Moving to Jersey City: Everything You Need to Know
Jersey City—nicknamed America’s Golden Door as an ode to the immigrants who once journeyed through Ellis Island—has long existed in the shadows of New York City. By the 1980s, Jersey City fell into decline when companies such as Colgate shut down operations, leaving a desolate warehouse district in their wake. Scenes of Jersey City’s undeveloped waterfront can be seen in the 1986 movie Sid and Nancy.
The eventual development of Newport, the former site of the city’s abandoned railways, began the transformation of the Jersey City waterfront. Today, Jersey City is in the midst of an unprecedented development boom that’s earning the city a new moniker, “the Sixth Borough.”
If you're planning on settling down in Jersey City, here’s what to know before making the move.
There’s a Phenomenal Public Art Scene
Launched in 2013, the Jersey City Mural Arts program has installed more than 70 murals from local, national, and international artists throughout the city. The “Jersey City Wave” by Shepherd Fairey—symbolizing Jersey City’s economic rebirth—has become the centerpiece of downtown Jersey City, greeting commuters, residents, and visitors as they exit the Grove Street Path Station.
Green Villain, a graffiti curator who works exclusively with local artists, spearheads equally impressive mural projects throughout the city. The Demolition Exhibition gained national attention, and the Mecca Project, completed in 2017, is the largest mural in the state.
Newark Avenue Pedestrian Plaza Is a Permanent Fixture
In downtown Jersey City, the Newark Avenue Pedestrian Plaza is a one-block car-free zone, just steps away from the Grove Street Path Station. The plaza became a permanent fixture in 2015. On warm summer nights, neighbors and young families stroll between the plaza’s many restaurants and stores, enjoying outdoor seating, live music and street performers. Mayor Steven Fulop recently announced the potential expansion of the pedestrian plaza, stating the plaza has been “overall positively received by residents.”
Journal Square Will Be An Arts Hub
The Landmark Loew’s Theatre is the crown jewel of Journal Square. The 1920s movie palace was saved from demolition and the community group, Friends of the Loews (FOL), has been painstakingly renovating the architectural wonder since the 1980s. Throughout the year, the FOL host classic movie screenings accompanied by a live organist.
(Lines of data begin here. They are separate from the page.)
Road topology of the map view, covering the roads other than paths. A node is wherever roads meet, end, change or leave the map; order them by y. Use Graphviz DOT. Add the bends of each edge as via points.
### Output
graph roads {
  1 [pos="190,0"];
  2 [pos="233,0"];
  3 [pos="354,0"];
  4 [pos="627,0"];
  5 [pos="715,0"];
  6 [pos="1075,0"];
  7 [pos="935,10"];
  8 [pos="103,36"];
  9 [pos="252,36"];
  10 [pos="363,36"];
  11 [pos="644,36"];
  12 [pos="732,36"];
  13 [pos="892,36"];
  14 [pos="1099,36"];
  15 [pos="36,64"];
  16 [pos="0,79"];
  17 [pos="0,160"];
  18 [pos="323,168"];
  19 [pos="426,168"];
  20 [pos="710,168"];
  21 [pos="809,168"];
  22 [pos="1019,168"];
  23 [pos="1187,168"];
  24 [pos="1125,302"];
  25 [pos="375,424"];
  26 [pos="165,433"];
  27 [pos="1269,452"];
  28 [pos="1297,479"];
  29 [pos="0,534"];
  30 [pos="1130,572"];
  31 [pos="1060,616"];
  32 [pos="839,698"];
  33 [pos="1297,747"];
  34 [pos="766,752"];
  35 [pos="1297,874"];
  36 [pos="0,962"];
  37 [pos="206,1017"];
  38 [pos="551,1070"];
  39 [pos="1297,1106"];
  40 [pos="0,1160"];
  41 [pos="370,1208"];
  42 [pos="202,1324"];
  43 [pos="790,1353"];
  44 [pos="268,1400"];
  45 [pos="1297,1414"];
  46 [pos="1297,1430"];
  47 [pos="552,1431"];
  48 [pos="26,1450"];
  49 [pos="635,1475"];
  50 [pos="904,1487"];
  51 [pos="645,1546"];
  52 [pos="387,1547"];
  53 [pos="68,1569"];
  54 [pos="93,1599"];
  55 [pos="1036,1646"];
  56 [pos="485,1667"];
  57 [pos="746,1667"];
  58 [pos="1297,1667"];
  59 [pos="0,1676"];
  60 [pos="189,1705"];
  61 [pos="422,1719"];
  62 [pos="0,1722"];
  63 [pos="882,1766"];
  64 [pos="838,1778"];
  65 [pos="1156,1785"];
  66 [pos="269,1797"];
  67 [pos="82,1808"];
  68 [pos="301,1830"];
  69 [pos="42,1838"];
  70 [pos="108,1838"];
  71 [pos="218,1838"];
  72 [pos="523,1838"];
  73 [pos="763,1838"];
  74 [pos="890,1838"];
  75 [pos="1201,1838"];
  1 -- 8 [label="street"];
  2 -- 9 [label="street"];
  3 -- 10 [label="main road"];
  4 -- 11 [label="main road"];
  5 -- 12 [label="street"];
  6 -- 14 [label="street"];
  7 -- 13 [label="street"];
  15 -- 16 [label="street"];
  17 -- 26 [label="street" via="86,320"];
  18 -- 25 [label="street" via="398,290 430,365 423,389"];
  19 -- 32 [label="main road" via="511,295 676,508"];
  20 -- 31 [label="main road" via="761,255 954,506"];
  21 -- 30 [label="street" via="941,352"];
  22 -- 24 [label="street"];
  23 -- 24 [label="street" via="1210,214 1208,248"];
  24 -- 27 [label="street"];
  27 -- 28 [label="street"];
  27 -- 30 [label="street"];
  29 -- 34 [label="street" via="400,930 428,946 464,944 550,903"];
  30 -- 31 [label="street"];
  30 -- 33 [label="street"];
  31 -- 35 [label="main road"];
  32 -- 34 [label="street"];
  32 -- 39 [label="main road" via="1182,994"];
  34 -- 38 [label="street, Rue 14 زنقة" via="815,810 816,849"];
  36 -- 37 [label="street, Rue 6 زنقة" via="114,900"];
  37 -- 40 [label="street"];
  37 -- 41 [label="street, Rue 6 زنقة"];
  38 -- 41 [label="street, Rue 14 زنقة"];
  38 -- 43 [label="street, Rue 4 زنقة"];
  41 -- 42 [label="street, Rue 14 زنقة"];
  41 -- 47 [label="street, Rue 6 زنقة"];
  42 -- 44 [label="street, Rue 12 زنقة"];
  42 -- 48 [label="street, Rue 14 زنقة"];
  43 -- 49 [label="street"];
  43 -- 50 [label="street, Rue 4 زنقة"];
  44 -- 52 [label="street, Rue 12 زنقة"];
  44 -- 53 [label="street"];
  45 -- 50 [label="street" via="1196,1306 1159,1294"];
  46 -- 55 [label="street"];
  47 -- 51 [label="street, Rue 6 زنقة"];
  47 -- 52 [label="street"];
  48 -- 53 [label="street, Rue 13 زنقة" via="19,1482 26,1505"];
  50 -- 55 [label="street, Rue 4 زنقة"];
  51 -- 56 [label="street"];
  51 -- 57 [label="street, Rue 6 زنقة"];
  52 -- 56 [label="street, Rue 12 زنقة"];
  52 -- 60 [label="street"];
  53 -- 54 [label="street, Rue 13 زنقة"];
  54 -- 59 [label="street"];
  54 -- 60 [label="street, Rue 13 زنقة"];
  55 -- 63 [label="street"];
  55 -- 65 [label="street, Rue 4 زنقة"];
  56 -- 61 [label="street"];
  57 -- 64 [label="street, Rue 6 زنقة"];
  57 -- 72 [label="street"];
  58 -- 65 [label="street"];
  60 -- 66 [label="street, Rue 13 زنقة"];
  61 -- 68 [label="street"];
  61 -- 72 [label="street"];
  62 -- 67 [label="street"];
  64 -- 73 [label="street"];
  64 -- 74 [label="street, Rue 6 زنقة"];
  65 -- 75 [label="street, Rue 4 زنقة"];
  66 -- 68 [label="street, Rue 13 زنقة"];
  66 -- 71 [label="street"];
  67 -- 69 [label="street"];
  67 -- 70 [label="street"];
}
After some legal disputes, the FOL and Jersey City are working to complete the historic theatre’s renovation and give Jersey City a high-quality performing arts center. With the future site of the Jersey City Museum and Mana Contemporary also located nearby, Journal Square will become the city’s arts district.
Discover Little India
Little India—home to the highest number of Indians in the Western Hemisphere—is a small stretch of Newark Avenue near Journal Square. South Indian restaurants, sari shops, and Indian groceries line the street. The area hosts the state’s largest Navratri festival—more than 15,000 people attend for 4 to 6 nights—and an annual Holi festival. Foodies in search of dosa will love a visit to Little India.
Jersey City is the Country’s Most Diverse City
For two years in a row, Jersey City has been named the most diverse city in the country, by WalletHub.com. Roughly 52 percent of the city’s residents speak a language other than English at home. As America’s Golden Door, diversity is widely felt throughout the city. Annual parades and cultural festivals frequently take over Exchange Place, creating lively, welcoming and fun celebrations.
Bergen-Lafayette is a Hidden Foodie Mecca
Bergen-Lafayette, a historic neighborhood on the city’s south side, exists in the shadows of Jersey City’s massive developments in downtown and Journal Square. And so, its quietly home to the city’s most exciting new eateries. Harry’s Daughter, Corgi Spirits, Hooked JC, and the Oak on Pine have all opened in the past year, delighting the neighborhood.
Commuting Can Be a Hassle
During rush hour, PATH trains connecting Jersey City to Manhattan are jam-packed. The PATH is often more reliable than the MTA, but signal failures can delay trains for hours, and the Port Authority is struggling to keep up with increased demand. As the city continues to grow, expect continued improvements to the PATH system, including increasing accessibility and the number of trains during peak hours.